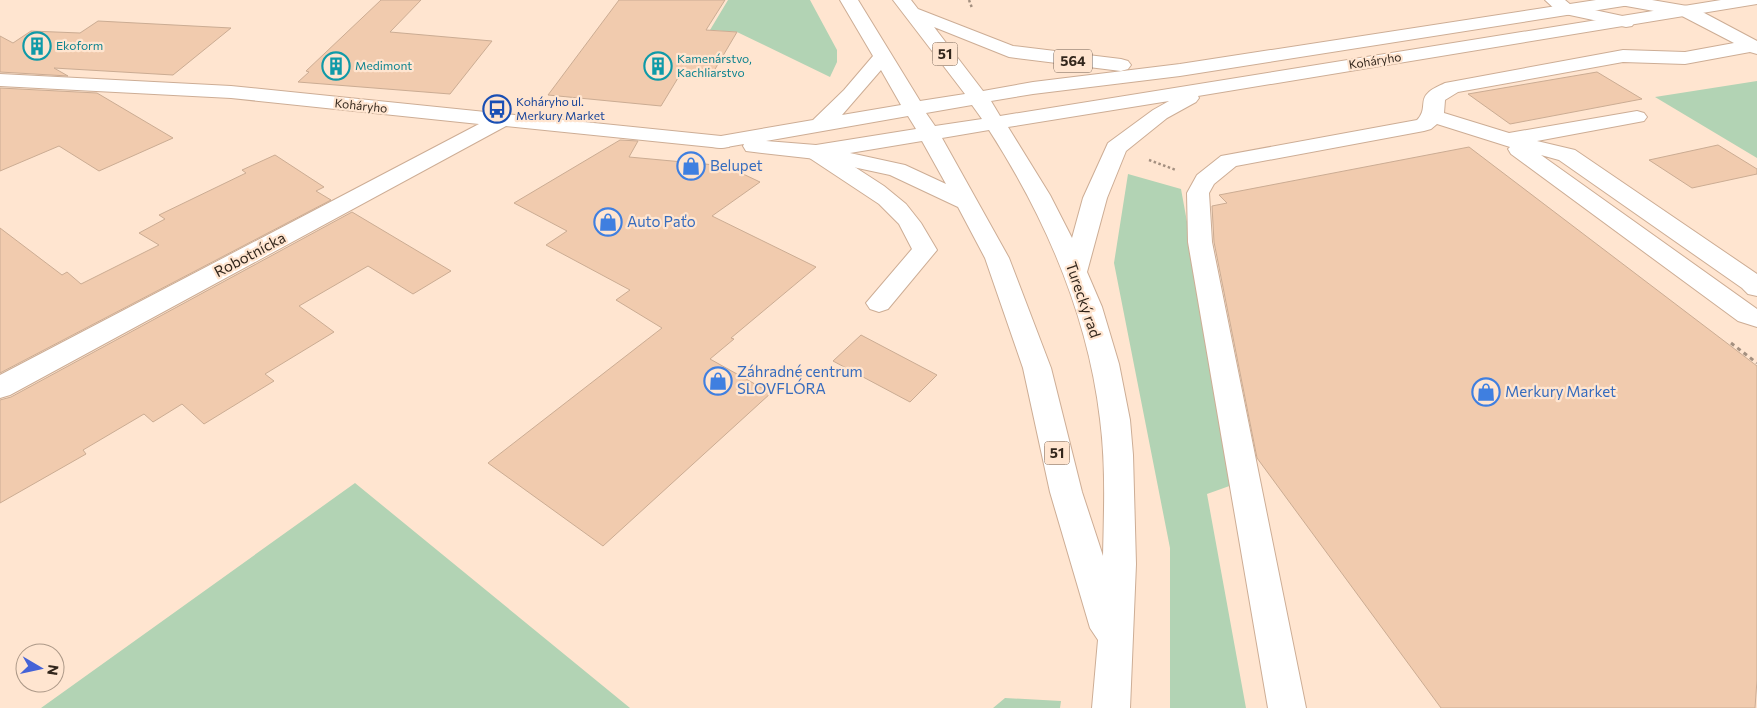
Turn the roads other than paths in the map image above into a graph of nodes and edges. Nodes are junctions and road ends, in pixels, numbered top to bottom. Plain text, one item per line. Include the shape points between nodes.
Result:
1 (849, 0) edge
2 (1628, 0) edge
3 (1754, 0) edge
4 (1560, 4) edge
5 (907, 6) edge
6 (1685, 6) edge
7 (1626, 22) junction
8 (1543, 34) junction
9 (1755, 47) edge
10 (883, 56) junction
11 (1180, 70) junction
12 (0, 80) edge
13 (1203, 89) junction
14 (977, 97) junction
15 (914, 109) junction
16 (1433, 116) junction
17 (1637, 117) dead end
18 (500, 121) junction
19 (996, 123) junction
20 (820, 125) junction
21 (928, 134) junction
22 (1506, 139) junction
23 (721, 142) junction
24 (816, 152) junction
25 (966, 202) junction
26 (1075, 271) junction
27 (1755, 283) edge
28 (879, 303) dead end
29 (1757, 318) edge
30 (0, 388) edge
31 (1115, 649) junction
32 (1111, 708) edge
33 (1287, 708) edge

1 - 10 main road, Turecký rad / 51
2 - 4 main road, Koháryho / 564
2 - 6 main road, Koháryho
3 - 6 main road, Koháryho
4 - 7 main road
4 - 8 main road
4 - 11 main road, Koháryho / 564
5 - 11 main road, 564 via 1009,51 1078,62
5 - 14 main road, Turecký rad / 51
6 - 7 main road, Koháryho
6 - 9 main road
7 - 8 main road, Koháryho
8 - 13 main road, Koháryho
9 - 16 main road via 1686,58 1623,56 1452,87 1435,97
10 - 15 main road, Turecký rad / 51
10 - 20 main road
11 - 14 main road, Koháryho / 564
12 - 18 main road, Koháryho via 231,92
13 - 19 main road, Koháryho
13 - 26 main road via 1160,114 1116,148 1095,198
14 - 15 main road, Koháryho
14 - 19 main road, Turecký rad / 51
15 - 20 main road, Koháryho
15 - 21 main road, Turecký rad / 51
16 - 22 main road
16 - 33 main road via 1424,125 1229,160 1205,180 1198,193 1200,242
17 - 22 main road
18 - 23 main road, Koháryho
18 - 30 main road, Robotnícka
19 - 21 main road, Koháryho
19 - 26 main road, Turecký rad / 51
20 - 23 main road, Koháryho
21 - 24 main road, Koháryho
21 - 25 main road, Turecký rad / 51
22 - 27 main road via 1566,155
22 - 29 main road via 1747,315
23 - 24 main road
24 - 25 main road via 897,170
24 - 28 main road via 876,189 906,219 924,250
25 - 31 main road, Turecký rad / 51 via 997,258 1036,368 1066,492
26 - 31 main road, Turecký rad / 51 via 1098,340 1115,418 1119,512
31 - 32 main road, Turecký rad / 51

What the exercise asks: Go through the entries and retype them exactly, except for the images.

Output of the task:
Turn the roads other than paths in the map image above into a graph of nodes and edges. Nodes are junctions and road ends, in pixels, numbered top to bottom. Plain text, one item per line. Include the shape points between nodes.
Result:
1 (849, 0) edge
2 (1628, 0) edge
3 (1754, 0) edge
4 (1560, 4) edge
5 (907, 6) edge
6 (1685, 6) edge
7 (1626, 22) junction
8 (1543, 34) junction
9 (1755, 47) edge
10 (883, 56) junction
11 (1180, 70) junction
12 (0, 80) edge
13 (1203, 89) junction
14 (977, 97) junction
15 (914, 109) junction
16 (1433, 116) junction
17 (1637, 117) dead end
18 (500, 121) junction
19 (996, 123) junction
20 (820, 125) junction
21 (928, 134) junction
22 (1506, 139) junction
23 (721, 142) junction
24 (816, 152) junction
25 (966, 202) junction
26 (1075, 271) junction
27 (1755, 283) edge
28 (879, 303) dead end
29 (1757, 318) edge
30 (0, 388) edge
31 (1115, 649) junction
32 (1111, 708) edge
33 (1287, 708) edge

1 - 10 main road, Turecký rad / 51
2 - 4 main road, Koháryho / 564
2 - 6 main road, Koháryho
3 - 6 main road, Koháryho
4 - 7 main road
4 - 8 main road
4 - 11 main road, Koháryho / 564
5 - 11 main road, 564 via 1009,51 1078,62
5 - 14 main road, Turecký rad / 51
6 - 7 main road, Koháryho
6 - 9 main road
7 - 8 main road, Koháryho
8 - 13 main road, Koháryho
9 - 16 main road via 1686,58 1623,56 1452,87 1435,97
10 - 15 main road, Turecký rad / 51
10 - 20 main road
11 - 14 main road, Koháryho / 564
12 - 18 main road, Koháryho via 231,92
13 - 19 main road, Koháryho
13 - 26 main road via 1160,114 1116,148 1095,198
14 - 15 main road, Koháryho
14 - 19 main road, Turecký rad / 51
15 - 20 main road, Koháryho
15 - 21 main road, Turecký rad / 51
16 - 22 main road
16 - 33 main road via 1424,125 1229,160 1205,180 1198,193 1200,242
17 - 22 main road
18 - 23 main road, Koháryho
18 - 30 main road, Robotnícka
19 - 21 main road, Koháryho
19 - 26 main road, Turecký rad / 51
20 - 23 main road, Koháryho
21 - 24 main road, Koháryho
21 - 25 main road, Turecký rad / 51
22 - 27 main road via 1566,155
22 - 29 main road via 1747,315
23 - 24 main road
24 - 25 main road via 897,170
24 - 28 main road via 876,189 906,219 924,250
25 - 31 main road, Turecký rad / 51 via 997,258 1036,368 1066,492
26 - 31 main road, Turecký rad / 51 via 1098,340 1115,418 1119,512
31 - 32 main road, Turecký rad / 51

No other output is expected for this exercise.